A change of pace and a second chance
Kolkata might have scored many more than their eventual 188 were it not for an inexplicable loss of momentum in the middle of their innings. Brendon McCullum and Gautam Gambhir combined to add 63 for the second wicket in just five and a half overs before McCullum fell to CJ de Villiers and Jacques Kallis entered. It's churlish to criticise a batsman with 12,641 Test runs to his name over his strike-rate in a dead rubber Twenty20 match, and ultimately it mattered not a jot to the final result, but Kallis' subsequent 20-ball 18 came completely against the run of play. He and Gambhir put together 34 runs at just 5.66 to the over, and it was left to the likes of Manoj Tiwary and Debabrata Das to boost Kolkata's score.
The second chance
Roelof van der Merwe's left-arm spin played a major role in the drop in run-rate, but he went from hero to villain when Kallis attempted to break the shackles with a lofted stroke off David Wiese which should have been caught at long-on. Van der Merwe misjudged the attempt terribly, running in too far as the ball drifted over his head and bounced inside the boundary ropes for four. In uncharacteristically cavalier fashion, Kallis tried to repeat the shot to the very next ball but this time van der Merwe stood his ground at long-on, barely moving as the ball came straight to him.

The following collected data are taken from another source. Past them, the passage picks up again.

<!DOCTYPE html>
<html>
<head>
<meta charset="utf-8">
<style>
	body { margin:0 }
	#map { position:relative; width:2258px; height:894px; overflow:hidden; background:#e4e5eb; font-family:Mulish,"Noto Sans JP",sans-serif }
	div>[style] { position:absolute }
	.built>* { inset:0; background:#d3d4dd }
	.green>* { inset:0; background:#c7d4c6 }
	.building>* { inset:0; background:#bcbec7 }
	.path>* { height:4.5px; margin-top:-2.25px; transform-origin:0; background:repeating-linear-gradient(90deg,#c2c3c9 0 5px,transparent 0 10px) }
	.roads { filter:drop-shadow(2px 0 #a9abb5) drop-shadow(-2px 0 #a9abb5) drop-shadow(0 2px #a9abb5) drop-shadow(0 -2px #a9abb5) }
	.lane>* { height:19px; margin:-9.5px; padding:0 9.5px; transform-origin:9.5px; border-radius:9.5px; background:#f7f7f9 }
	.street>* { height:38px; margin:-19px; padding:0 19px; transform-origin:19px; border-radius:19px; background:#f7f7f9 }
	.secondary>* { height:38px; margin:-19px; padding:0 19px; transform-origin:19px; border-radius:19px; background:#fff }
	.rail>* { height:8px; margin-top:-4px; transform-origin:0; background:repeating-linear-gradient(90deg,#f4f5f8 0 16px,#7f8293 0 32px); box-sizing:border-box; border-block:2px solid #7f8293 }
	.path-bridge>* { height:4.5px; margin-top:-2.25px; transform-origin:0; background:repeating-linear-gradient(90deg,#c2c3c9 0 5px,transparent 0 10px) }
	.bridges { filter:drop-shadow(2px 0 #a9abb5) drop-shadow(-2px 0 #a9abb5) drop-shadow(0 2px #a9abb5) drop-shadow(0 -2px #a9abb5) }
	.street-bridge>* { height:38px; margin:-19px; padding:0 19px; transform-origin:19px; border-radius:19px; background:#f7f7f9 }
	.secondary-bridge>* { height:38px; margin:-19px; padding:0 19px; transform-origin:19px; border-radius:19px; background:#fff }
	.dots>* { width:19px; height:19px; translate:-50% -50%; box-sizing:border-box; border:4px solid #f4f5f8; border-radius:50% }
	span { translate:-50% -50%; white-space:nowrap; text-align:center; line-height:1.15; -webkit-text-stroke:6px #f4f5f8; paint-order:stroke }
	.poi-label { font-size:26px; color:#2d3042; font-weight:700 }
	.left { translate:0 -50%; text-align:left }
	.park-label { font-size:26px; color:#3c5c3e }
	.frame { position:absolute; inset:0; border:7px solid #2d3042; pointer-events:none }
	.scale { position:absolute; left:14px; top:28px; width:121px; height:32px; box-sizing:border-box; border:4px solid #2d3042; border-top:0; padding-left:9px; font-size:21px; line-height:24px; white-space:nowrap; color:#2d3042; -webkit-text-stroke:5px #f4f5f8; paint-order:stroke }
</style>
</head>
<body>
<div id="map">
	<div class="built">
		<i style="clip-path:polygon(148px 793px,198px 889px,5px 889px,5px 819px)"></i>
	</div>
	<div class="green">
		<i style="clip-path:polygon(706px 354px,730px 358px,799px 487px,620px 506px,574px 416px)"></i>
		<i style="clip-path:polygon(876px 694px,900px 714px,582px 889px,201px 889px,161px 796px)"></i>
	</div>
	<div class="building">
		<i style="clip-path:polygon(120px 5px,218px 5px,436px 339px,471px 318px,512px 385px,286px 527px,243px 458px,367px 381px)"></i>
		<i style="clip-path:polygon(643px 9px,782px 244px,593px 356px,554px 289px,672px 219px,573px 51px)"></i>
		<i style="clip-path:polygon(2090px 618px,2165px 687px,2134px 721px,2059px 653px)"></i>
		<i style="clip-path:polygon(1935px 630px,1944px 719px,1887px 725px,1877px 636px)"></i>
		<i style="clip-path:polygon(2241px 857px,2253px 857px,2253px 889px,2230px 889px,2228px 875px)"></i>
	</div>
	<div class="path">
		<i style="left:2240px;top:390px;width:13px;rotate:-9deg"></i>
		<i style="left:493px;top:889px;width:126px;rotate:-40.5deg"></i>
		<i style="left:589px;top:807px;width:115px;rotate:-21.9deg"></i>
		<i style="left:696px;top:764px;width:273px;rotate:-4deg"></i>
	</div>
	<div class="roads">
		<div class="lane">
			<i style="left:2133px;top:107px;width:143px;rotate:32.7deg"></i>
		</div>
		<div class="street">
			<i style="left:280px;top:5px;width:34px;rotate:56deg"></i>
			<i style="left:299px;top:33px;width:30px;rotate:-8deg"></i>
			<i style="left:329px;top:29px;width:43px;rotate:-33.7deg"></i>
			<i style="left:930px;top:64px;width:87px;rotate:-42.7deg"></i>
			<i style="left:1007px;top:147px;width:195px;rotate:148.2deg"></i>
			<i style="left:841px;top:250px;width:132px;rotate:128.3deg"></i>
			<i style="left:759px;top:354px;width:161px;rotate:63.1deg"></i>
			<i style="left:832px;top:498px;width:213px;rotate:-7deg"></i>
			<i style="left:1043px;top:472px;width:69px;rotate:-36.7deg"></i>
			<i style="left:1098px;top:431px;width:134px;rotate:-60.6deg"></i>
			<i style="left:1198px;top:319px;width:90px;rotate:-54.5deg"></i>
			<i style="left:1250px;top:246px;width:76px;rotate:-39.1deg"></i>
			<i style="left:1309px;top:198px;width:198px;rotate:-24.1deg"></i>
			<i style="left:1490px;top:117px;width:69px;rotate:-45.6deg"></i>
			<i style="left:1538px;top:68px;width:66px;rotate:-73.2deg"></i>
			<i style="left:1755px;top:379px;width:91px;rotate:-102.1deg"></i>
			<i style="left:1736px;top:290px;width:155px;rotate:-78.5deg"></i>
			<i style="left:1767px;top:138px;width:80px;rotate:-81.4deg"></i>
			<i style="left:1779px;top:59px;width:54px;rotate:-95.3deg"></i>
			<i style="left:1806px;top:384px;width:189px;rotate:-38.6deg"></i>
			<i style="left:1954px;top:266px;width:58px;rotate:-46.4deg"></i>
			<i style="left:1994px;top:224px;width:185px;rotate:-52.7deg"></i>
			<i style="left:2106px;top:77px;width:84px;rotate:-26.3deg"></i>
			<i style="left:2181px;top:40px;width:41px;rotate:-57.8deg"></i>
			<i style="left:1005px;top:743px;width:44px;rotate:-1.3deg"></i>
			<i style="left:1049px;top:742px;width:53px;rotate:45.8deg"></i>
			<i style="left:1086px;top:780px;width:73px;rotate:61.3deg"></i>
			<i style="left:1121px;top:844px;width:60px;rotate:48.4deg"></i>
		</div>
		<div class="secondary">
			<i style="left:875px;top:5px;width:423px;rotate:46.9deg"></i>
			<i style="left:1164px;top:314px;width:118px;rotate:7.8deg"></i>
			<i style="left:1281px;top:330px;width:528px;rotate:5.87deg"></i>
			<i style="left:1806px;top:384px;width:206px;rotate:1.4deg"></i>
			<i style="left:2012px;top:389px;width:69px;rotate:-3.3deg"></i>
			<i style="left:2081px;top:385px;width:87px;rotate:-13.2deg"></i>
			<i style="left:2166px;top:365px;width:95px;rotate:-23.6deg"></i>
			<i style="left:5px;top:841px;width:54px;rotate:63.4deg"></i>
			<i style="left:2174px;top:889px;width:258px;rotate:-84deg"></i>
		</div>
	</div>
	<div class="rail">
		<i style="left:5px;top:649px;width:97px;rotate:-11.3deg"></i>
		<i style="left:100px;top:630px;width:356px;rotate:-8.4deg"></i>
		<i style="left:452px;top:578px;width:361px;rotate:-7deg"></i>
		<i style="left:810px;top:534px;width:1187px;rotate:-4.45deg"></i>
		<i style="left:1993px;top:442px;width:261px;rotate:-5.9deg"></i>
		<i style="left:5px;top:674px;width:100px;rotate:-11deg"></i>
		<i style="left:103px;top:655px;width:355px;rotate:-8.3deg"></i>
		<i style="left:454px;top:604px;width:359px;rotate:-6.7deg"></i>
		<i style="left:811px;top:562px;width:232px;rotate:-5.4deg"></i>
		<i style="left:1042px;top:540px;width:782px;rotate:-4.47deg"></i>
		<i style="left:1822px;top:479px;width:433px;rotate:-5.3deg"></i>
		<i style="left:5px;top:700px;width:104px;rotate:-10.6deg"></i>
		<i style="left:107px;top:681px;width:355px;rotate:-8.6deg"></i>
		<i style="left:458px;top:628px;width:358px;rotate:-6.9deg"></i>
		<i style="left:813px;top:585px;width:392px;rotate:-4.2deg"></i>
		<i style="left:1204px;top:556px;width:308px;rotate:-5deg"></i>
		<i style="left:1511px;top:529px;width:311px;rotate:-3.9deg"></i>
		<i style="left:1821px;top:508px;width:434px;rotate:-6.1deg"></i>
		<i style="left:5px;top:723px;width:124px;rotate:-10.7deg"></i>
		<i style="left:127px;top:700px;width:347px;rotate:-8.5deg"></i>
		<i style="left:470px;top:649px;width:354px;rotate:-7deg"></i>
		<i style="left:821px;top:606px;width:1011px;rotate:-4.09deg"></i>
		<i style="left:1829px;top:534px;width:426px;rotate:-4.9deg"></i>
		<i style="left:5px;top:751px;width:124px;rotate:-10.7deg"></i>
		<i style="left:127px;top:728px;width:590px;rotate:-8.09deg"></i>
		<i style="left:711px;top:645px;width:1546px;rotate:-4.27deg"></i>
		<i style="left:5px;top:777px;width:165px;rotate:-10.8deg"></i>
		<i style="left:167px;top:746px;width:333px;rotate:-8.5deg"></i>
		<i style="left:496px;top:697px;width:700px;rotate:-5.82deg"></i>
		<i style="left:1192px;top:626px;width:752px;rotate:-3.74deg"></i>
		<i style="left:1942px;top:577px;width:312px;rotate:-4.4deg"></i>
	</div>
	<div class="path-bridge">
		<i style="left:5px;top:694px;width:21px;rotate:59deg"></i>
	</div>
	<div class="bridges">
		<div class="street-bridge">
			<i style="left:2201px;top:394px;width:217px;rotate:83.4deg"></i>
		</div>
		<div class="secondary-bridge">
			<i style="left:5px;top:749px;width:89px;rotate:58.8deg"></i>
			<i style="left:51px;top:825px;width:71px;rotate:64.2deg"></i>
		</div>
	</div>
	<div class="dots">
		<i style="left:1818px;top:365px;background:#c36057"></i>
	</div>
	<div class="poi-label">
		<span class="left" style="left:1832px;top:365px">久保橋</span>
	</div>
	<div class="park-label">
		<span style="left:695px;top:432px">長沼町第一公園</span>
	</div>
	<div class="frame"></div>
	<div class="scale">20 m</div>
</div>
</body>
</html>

Kallis' dismissal sparked a fightback by the Titans, as Gambhir and Yusuf Pathan fell in the space of one over to van der Merwe - Pathan picking out long-off first ball. Kolkata were 133 for 5 when they fell, with just over four overs to play. After a brief rebuilding effort that took up all of one over, Das took the game away from Titans with a brutal display of power hitting. Alfonso Thomas bore the brunt of his assault, with 19 runs coming off his third over, and Kolkata cruised to the highest total of the tournament so far. Das finished with a career-best 43 not out from 19 balls and the Man of the Match award for his efforts.
Whatever chance the Titans batsmen had of pulling off a huge chase quickly evaporated when they lost Heino Kuhn and the experienced pair of Martin van Jaarsveld and Jacques Rudolph in the space of four deliveries on the cusp on the eighth and ninth overs. Lakshmipathy Balaji did for Kuhn and van Jaarsveld, both of whom played inside the line of deliveries angled in from wide of the crease, to find himself on a hat-trick, while Rudolph holed out to Iqbal Abdullah. Farhaan Behardien survived Balaji's hat-trick ball, but fell soon after to the same bowler as Titans were well and truly scuppered.
It's something of an understatement to suggest that it's not often a No. 11 batsman finishes a match with a strike-rate of 600. Yet Titans' Ethy Mbalathi managed just that. Displaying a graceful lofted off drive that belied the batting ineptitude implied by a Twenty20 average of 6.33 and career strike-rate of 65.51, Mbalathi hit the only ball he faced - from Manoj Tiwary - into the stands beyond long-off. It was the very first time he'd cleared the ropes in this format. Given the manner of the capitulation of his side's 'proper' batsmen, they might well consider shunting him up the order in their match against Delhi Daredevils at Centurion on Tuesday.